---------- Data
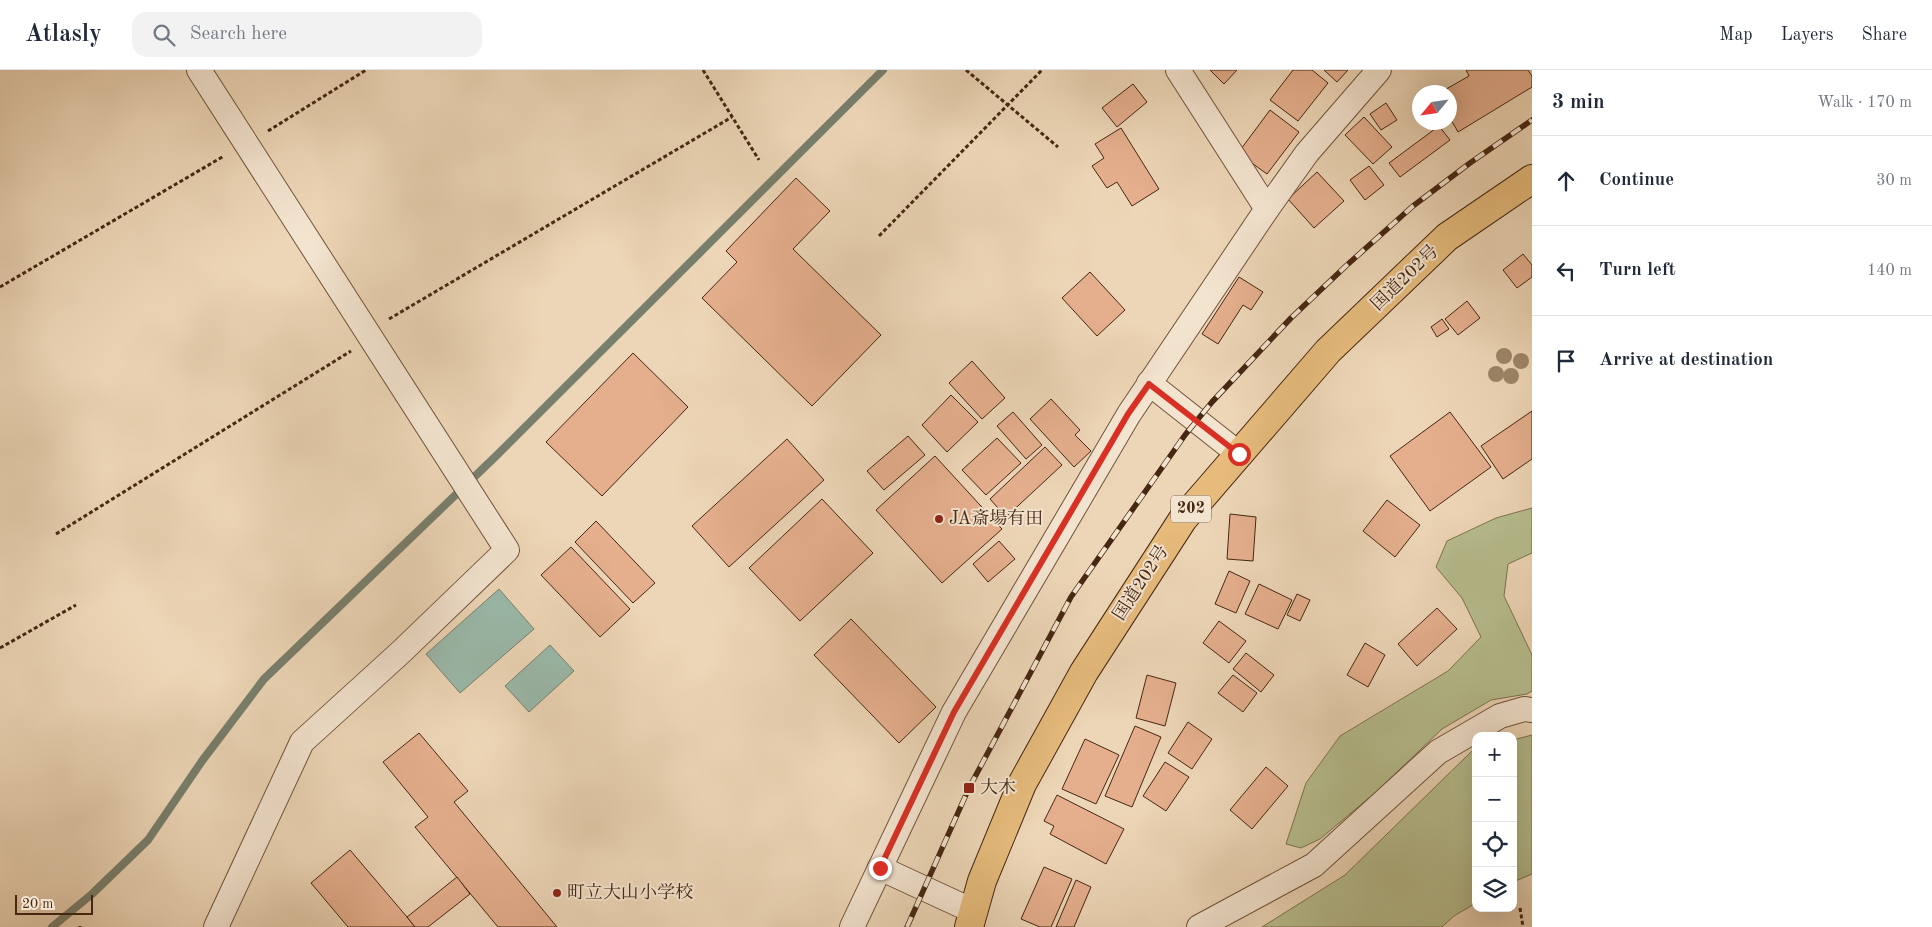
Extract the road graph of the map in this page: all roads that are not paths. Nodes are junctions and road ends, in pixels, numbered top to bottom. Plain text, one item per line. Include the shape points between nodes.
1 (199, 70) edge
2 (1178, 70) edge
3 (1378, 70) edge
4 (1532, 180) edge
5 (1267, 209) junction
6 (1149, 384) junction
7 (1239, 454) junction
8 (1532, 710) edge
9 (880, 868) junction
10 (971, 919) edge
11 (216, 927) edge
12 (852, 927) edge
13 (1199, 927) edge

1 - 11 street via 508,550 302,742
2 - 5 street
3 - 5 street via 1307,153
4 - 7 highway, 国道202号 / 202 via 1447,237 1328,350
5 - 6 street
6 - 7 street
6 - 9 street via 1128,414 954,712
7 - 10 highway, 国道202号 / 202 via 1182,519 1084,672 1022,784 982,881
8 - 13 street via 1500,716 1438,752 1314,865
9 - 10 street
9 - 12 street

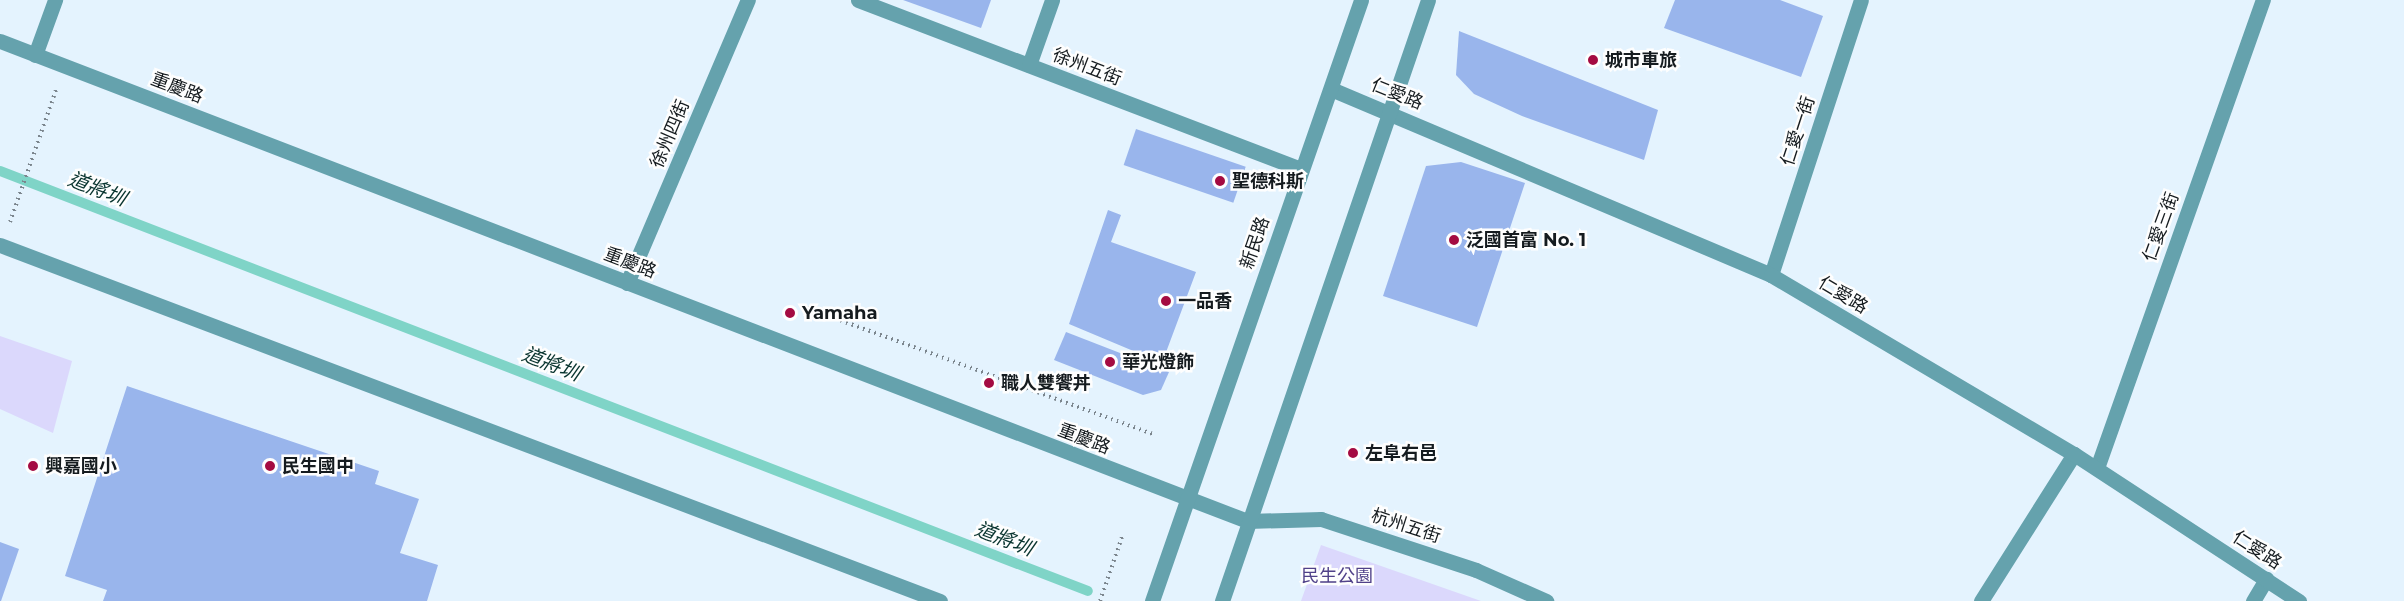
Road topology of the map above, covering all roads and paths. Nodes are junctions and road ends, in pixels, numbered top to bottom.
1 (55, 0) edge
2 (748, 0) edge
3 (858, 0) edge
4 (1052, 0) edge
5 (1361, 0) edge
6 (1428, 0) edge
7 (1861, 0) edge
8 (2263, 0) edge
9 (0, 41) edge
10 (35, 55) junction
11 (1029, 65) junction
12 (64, 66) junction
13 (1331, 89) junction
14 (1389, 111) junction
15 (1301, 170) junction
16 (15, 201) dead end
17 (0, 245) edge
18 (1771, 275) junction
19 (627, 283) junction
20 (801, 306) dead end
21 (1152, 434) dead end
22 (2074, 454) junction
23 (2097, 468) junction
24 (1187, 498) junction
25 (1247, 521) junction
26 (1122, 537) dead end
27 (2266, 579) junction
28 (1222, 600) edge
29 (940, 601) edge
30 (1100, 601) edge
31 (1152, 601) edge
32 (1546, 601) edge
33 (1981, 601) edge
34 (2253, 601) edge
35 (2299, 601) edge

1 - 10 street
2 - 19 street, 徐州四街
3 - 11 street, 徐州五街
4 - 11 street
5 - 13 street, 新民路
6 - 14 street
7 - 18 street, 仁愛一街
8 - 23 street, 仁愛三街
9 - 10 street, 重慶路
10 - 12 street, 重慶路
11 - 15 street, 徐州五街
12 - 16 path
12 - 19 street, 重慶路
13 - 14 street, 仁愛路
13 - 15 street, 新民路
14 - 18 street, 仁愛路
14 - 25 street
15 - 24 street, 新民路
17 - 29 street
18 - 22 street, 仁愛路
19 - 24 street, 重慶路
20 - 21 path
22 - 23 street, 仁愛路
22 - 33 street
23 - 27 street, 仁愛路
24 - 25 street, 重慶路
24 - 31 street, 新民路
25 - 28 street
25 - 32 street, 杭州五街
26 - 30 path
27 - 34 street
27 - 35 street, 仁愛路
--------------------
* **What this task involves**
Retype all the records shown above, character for character. Omit every picture.

* **Written solution**
Extract the road graph of the map in this page: all roads that are not paths. Nodes are junctions and road ends, in pixels, numbered top to bottom. Plain text, one item per line. Include the shape points between nodes.
1 (199, 70) edge
2 (1178, 70) edge
3 (1378, 70) edge
4 (1532, 180) edge
5 (1267, 209) junction
6 (1149, 384) junction
7 (1239, 454) junction
8 (1532, 710) edge
9 (880, 868) junction
10 (971, 919) edge
11 (216, 927) edge
12 (852, 927) edge
13 (1199, 927) edge

1 - 11 street via 508,550 302,742
2 - 5 street
3 - 5 street via 1307,153
4 - 7 highway, 国道202号 / 202 via 1447,237 1328,350
5 - 6 street
6 - 7 street
6 - 9 street via 1128,414 954,712
7 - 10 highway, 国道202号 / 202 via 1182,519 1084,672 1022,784 982,881
8 - 13 street via 1500,716 1438,752 1314,865
9 - 10 street
9 - 12 street

Road topology of the map above, covering all roads and paths. Nodes are junctions and road ends, in pixels, numbered top to bottom.
1 (55, 0) edge
2 (748, 0) edge
3 (858, 0) edge
4 (1052, 0) edge
5 (1361, 0) edge
6 (1428, 0) edge
7 (1861, 0) edge
8 (2263, 0) edge
9 (0, 41) edge
10 (35, 55) junction
11 (1029, 65) junction
12 (64, 66) junction
13 (1331, 89) junction
14 (1389, 111) junction
15 (1301, 170) junction
16 (15, 201) dead end
17 (0, 245) edge
18 (1771, 275) junction
19 (627, 283) junction
20 (801, 306) dead end
21 (1152, 434) dead end
22 (2074, 454) junction
23 (2097, 468) junction
24 (1187, 498) junction
25 (1247, 521) junction
26 (1122, 537) dead end
27 (2266, 579) junction
28 (1222, 600) edge
29 (940, 601) edge
30 (1100, 601) edge
31 (1152, 601) edge
32 (1546, 601) edge
33 (1981, 601) edge
34 (2253, 601) edge
35 (2299, 601) edge

1 - 10 street
2 - 19 street, 徐州四街
3 - 11 street, 徐州五街
4 - 11 street
5 - 13 street, 新民路
6 - 14 street
7 - 18 street, 仁愛一街
8 - 23 street, 仁愛三街
9 - 10 street, 重慶路
10 - 12 street, 重慶路
11 - 15 street, 徐州五街
12 - 16 path
12 - 19 street, 重慶路
13 - 14 street, 仁愛路
13 - 15 street, 新民路
14 - 18 street, 仁愛路
14 - 25 street
15 - 24 street, 新民路
17 - 29 street
18 - 22 street, 仁愛路
19 - 24 street, 重慶路
20 - 21 path
22 - 23 street, 仁愛路
22 - 33 street
23 - 27 street, 仁愛路
24 - 25 street, 重慶路
24 - 31 street, 新民路
25 - 28 street
25 - 32 street, 杭州五街
26 - 30 path
27 - 34 street
27 - 35 street, 仁愛路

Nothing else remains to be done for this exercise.